(Beginning of Supplied material)

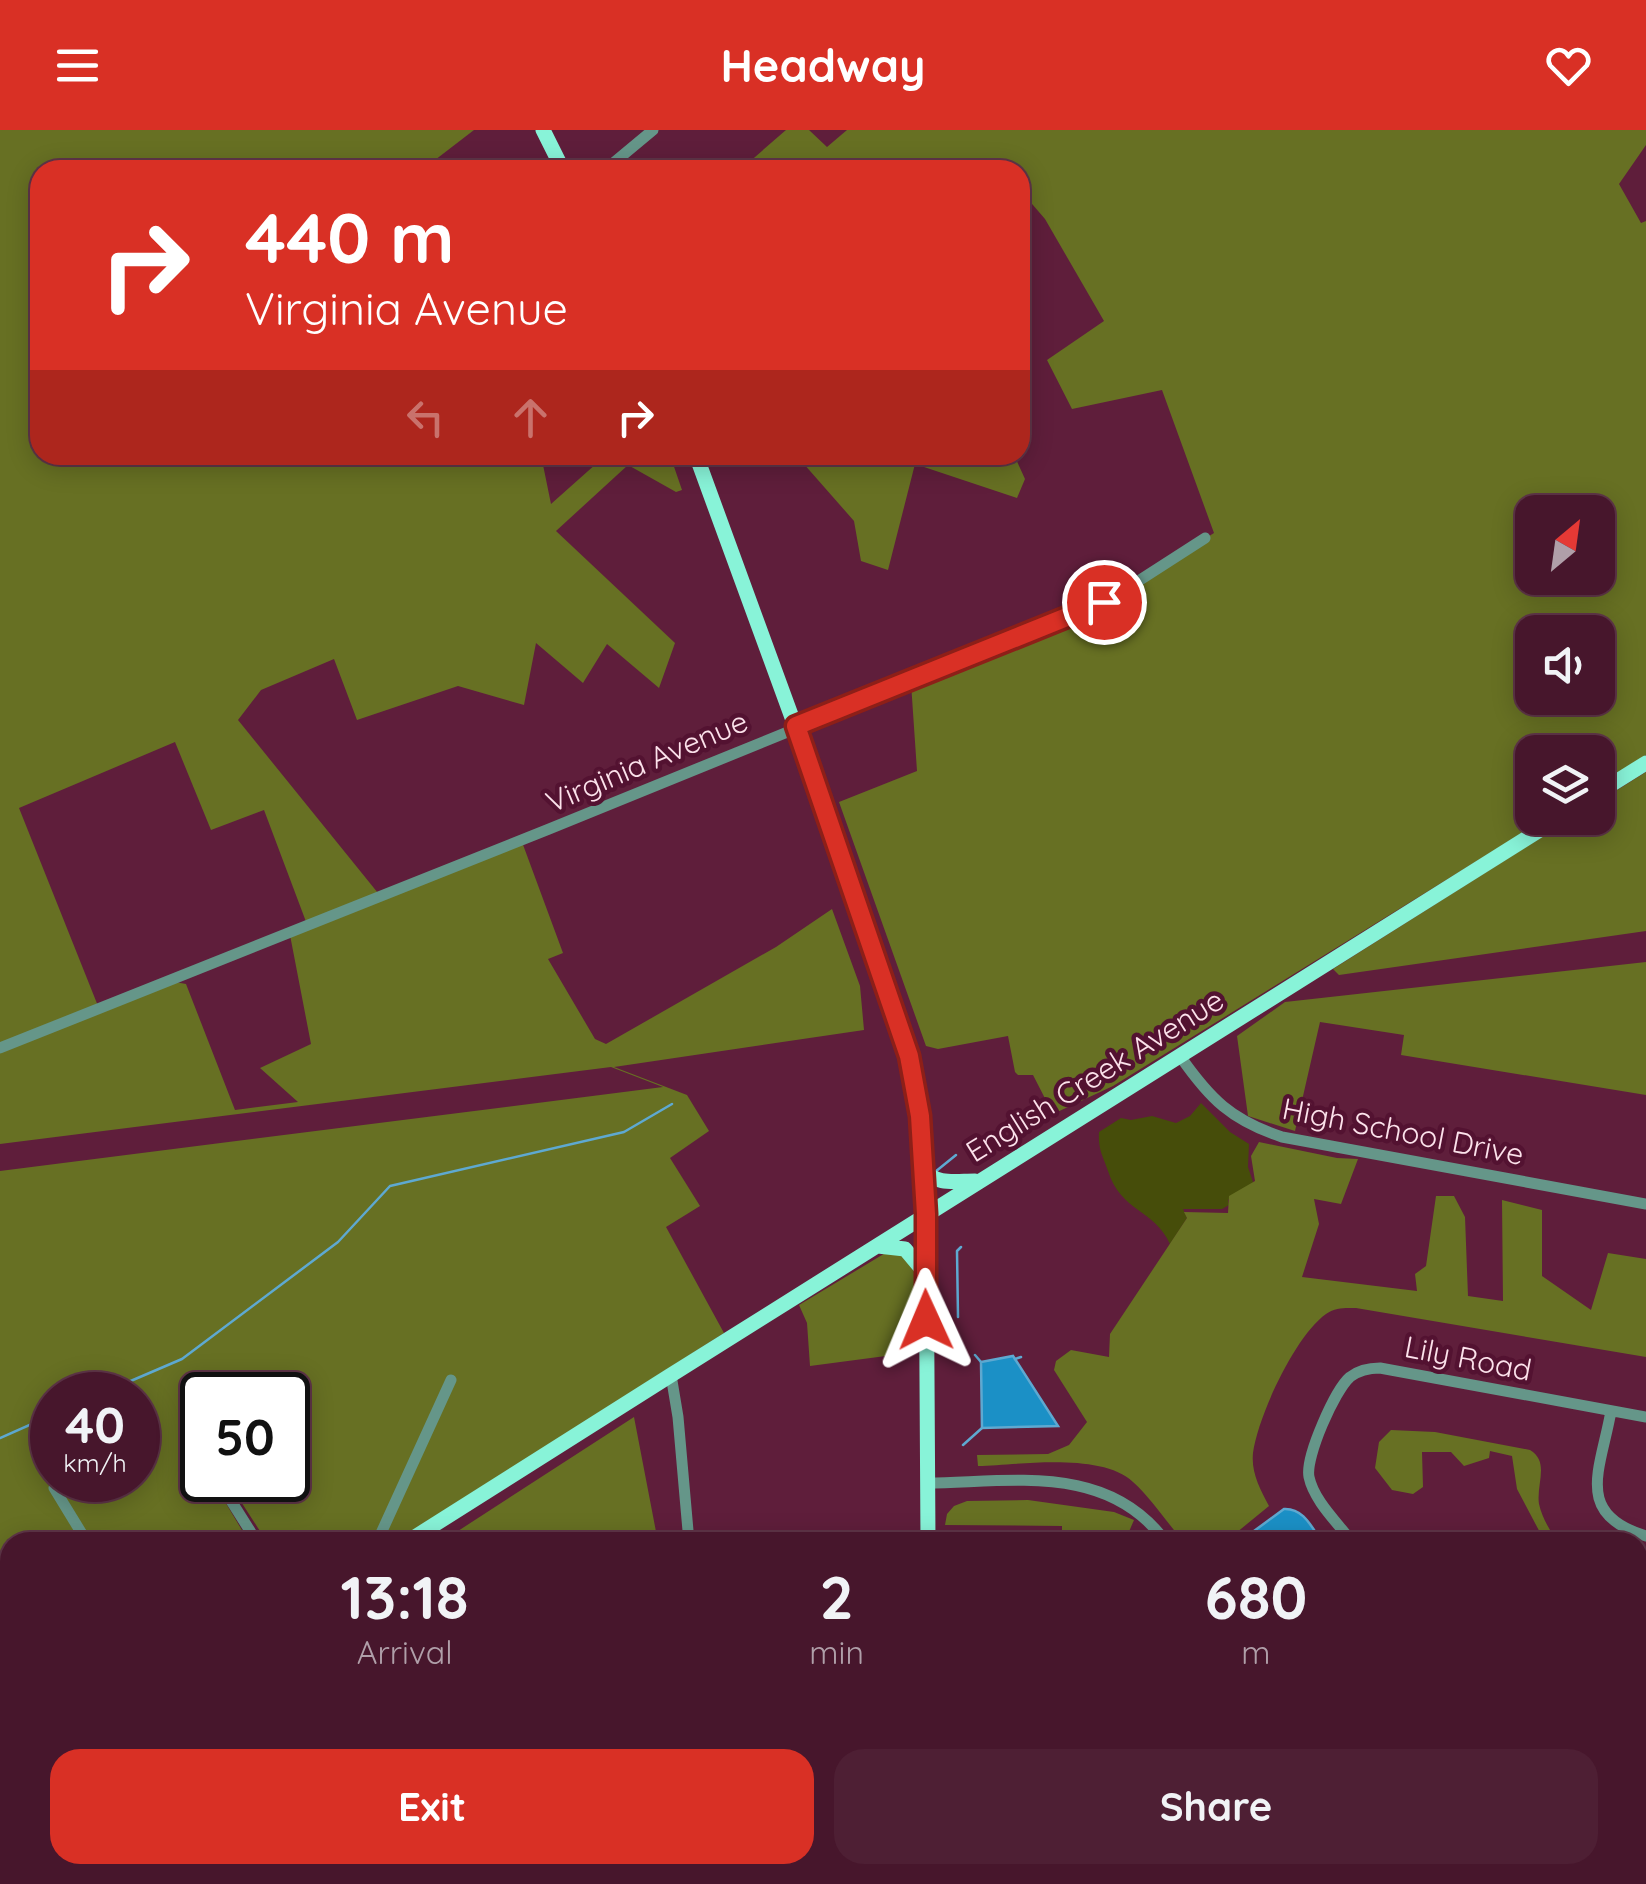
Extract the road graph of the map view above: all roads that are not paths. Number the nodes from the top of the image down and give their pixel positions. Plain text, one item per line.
1 (544, 130) edge
2 (654, 130) edge
3 (559, 160) edge
4 (617, 160) edge
5 (700, 465) edge
6 (1205, 538) dead end
7 (796, 726) junction
8 (1646, 763) edge
9 (1615, 782) edge
10 (1532, 835) edge
11 (0, 1048) edge
12 (1180, 1056) junction
13 (923, 1169) junction
14 (979, 1181) junction
15 (1646, 1204) edge
16 (926, 1214) junction
17 (874, 1246) junction
18 (926, 1274) junction
19 (671, 1375) junction
20 (452, 1380) dead end
21 (1611, 1410) junction
22 (1646, 1417) edge
23 (928, 1483) junction
24 (63, 1502) edge
25 (232, 1502) edge
26 (82, 1532) edge
27 (251, 1532) edge
28 (381, 1532) edge
29 (423, 1532) edge
30 (687, 1532) edge
31 (928, 1532) edge
32 (1157, 1532) edge
33 (1345, 1532) edge
34 (1634, 1532) edge

1 - 3 main road
2 - 4 street
5 - 7 main road
6 - 7 street, Virginia Avenue
7 - 11 street, Virginia Avenue
7 - 13 main road
8 - 9 main road
10 - 12 main road, English Creek Avenue
12 - 14 main road, English Creek Avenue
12 - 15 street, High School Drive
13 - 14 main road
13 - 16 main road
14 - 16 main road, English Creek Avenue
16 - 17 main road, English Creek Avenue
16 - 18 main road
17 - 18 main road
17 - 19 main road, English Creek Avenue
18 - 23 main road
19 - 29 main road, English Creek Avenue
19 - 30 street
20 - 28 street
21 - 22 street, Lily Road
21 - 33 street, Lily Road
21 - 34 street
23 - 31 main road
23 - 32 street
24 - 26 street
25 - 27 street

(End of Supplied material)

Your task is to transcribe all of the records precisely, with no images included.

Extract the road graph of the map view above: all roads that are not paths. Number the nodes from the top of the image down and give their pixel positions. Plain text, one item per line.
1 (544, 130) edge
2 (654, 130) edge
3 (559, 160) edge
4 (617, 160) edge
5 (700, 465) edge
6 (1205, 538) dead end
7 (796, 726) junction
8 (1646, 763) edge
9 (1615, 782) edge
10 (1532, 835) edge
11 (0, 1048) edge
12 (1180, 1056) junction
13 (923, 1169) junction
14 (979, 1181) junction
15 (1646, 1204) edge
16 (926, 1214) junction
17 (874, 1246) junction
18 (926, 1274) junction
19 (671, 1375) junction
20 (452, 1380) dead end
21 (1611, 1410) junction
22 (1646, 1417) edge
23 (928, 1483) junction
24 (63, 1502) edge
25 (232, 1502) edge
26 (82, 1532) edge
27 (251, 1532) edge
28 (381, 1532) edge
29 (423, 1532) edge
30 (687, 1532) edge
31 (928, 1532) edge
32 (1157, 1532) edge
33 (1345, 1532) edge
34 (1634, 1532) edge

1 - 3 main road
2 - 4 street
5 - 7 main road
6 - 7 street, Virginia Avenue
7 - 11 street, Virginia Avenue
7 - 13 main road
8 - 9 main road
10 - 12 main road, English Creek Avenue
12 - 14 main road, English Creek Avenue
12 - 15 street, High School Drive
13 - 14 main road
13 - 16 main road
14 - 16 main road, English Creek Avenue
16 - 17 main road, English Creek Avenue
16 - 18 main road
17 - 18 main road
17 - 19 main road, English Creek Avenue
18 - 23 main road
19 - 29 main road, English Creek Avenue
19 - 30 street
20 - 28 street
21 - 22 street, Lily Road
21 - 33 street, Lily Road
21 - 34 street
23 - 31 main road
23 - 32 street
24 - 26 street
25 - 27 street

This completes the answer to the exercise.